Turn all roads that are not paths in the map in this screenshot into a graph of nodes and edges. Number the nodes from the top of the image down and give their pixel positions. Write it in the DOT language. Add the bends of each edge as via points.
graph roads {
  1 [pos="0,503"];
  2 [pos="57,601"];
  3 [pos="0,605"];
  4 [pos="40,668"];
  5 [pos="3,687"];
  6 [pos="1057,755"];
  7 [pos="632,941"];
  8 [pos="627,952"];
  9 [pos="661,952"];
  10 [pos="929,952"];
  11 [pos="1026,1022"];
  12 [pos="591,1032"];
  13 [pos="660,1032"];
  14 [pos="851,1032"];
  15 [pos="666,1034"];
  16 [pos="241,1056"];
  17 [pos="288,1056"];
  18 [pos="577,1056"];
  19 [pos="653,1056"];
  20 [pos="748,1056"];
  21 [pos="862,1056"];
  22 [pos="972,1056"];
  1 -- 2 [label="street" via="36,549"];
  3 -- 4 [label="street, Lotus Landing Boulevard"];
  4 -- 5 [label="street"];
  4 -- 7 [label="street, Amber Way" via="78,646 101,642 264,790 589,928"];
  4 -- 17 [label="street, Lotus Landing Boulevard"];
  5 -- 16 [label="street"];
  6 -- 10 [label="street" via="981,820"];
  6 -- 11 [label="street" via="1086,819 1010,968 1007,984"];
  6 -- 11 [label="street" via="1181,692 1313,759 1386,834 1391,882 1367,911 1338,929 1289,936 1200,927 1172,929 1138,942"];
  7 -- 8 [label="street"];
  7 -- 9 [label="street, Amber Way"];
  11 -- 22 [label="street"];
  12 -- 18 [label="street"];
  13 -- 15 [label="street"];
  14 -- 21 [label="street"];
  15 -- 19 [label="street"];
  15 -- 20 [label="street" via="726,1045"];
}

_ _ _ _

The entries are to be transcribed exactly, each line in full.

Turn all roads that are not paths in the map in this screenshot into a graph of nodes and edges. Number the nodes from the top of the image down and give their pixel positions. Write it in the DOT language. Add the bends of each edge as via points.
graph roads {
  1 [pos="0,503"];
  2 [pos="57,601"];
  3 [pos="0,605"];
  4 [pos="40,668"];
  5 [pos="3,687"];
  6 [pos="1057,755"];
  7 [pos="632,941"];
  8 [pos="627,952"];
  9 [pos="661,952"];
  10 [pos="929,952"];
  11 [pos="1026,1022"];
  12 [pos="591,1032"];
  13 [pos="660,1032"];
  14 [pos="851,1032"];
  15 [pos="666,1034"];
  16 [pos="241,1056"];
  17 [pos="288,1056"];
  18 [pos="577,1056"];
  19 [pos="653,1056"];
  20 [pos="748,1056"];
  21 [pos="862,1056"];
  22 [pos="972,1056"];
  1 -- 2 [label="street" via="36,549"];
  3 -- 4 [label="street, Lotus Landing Boulevard"];
  4 -- 5 [label="street"];
  4 -- 7 [label="street, Amber Way" via="78,646 101,642 264,790 589,928"];
  4 -- 17 [label="street, Lotus Landing Boulevard"];
  5 -- 16 [label="street"];
  6 -- 10 [label="street" via="981,820"];
  6 -- 11 [label="street" via="1086,819 1010,968 1007,984"];
  6 -- 11 [label="street" via="1181,692 1313,759 1386,834 1391,882 1367,911 1338,929 1289,936 1200,927 1172,929 1138,942"];
  7 -- 8 [label="street"];
  7 -- 9 [label="street, Amber Way"];
  11 -- 22 [label="street"];
  12 -- 18 [label="street"];
  13 -- 15 [label="street"];
  14 -- 21 [label="street"];
  15 -- 19 [label="street"];
  15 -- 20 [label="street" via="726,1045"];
}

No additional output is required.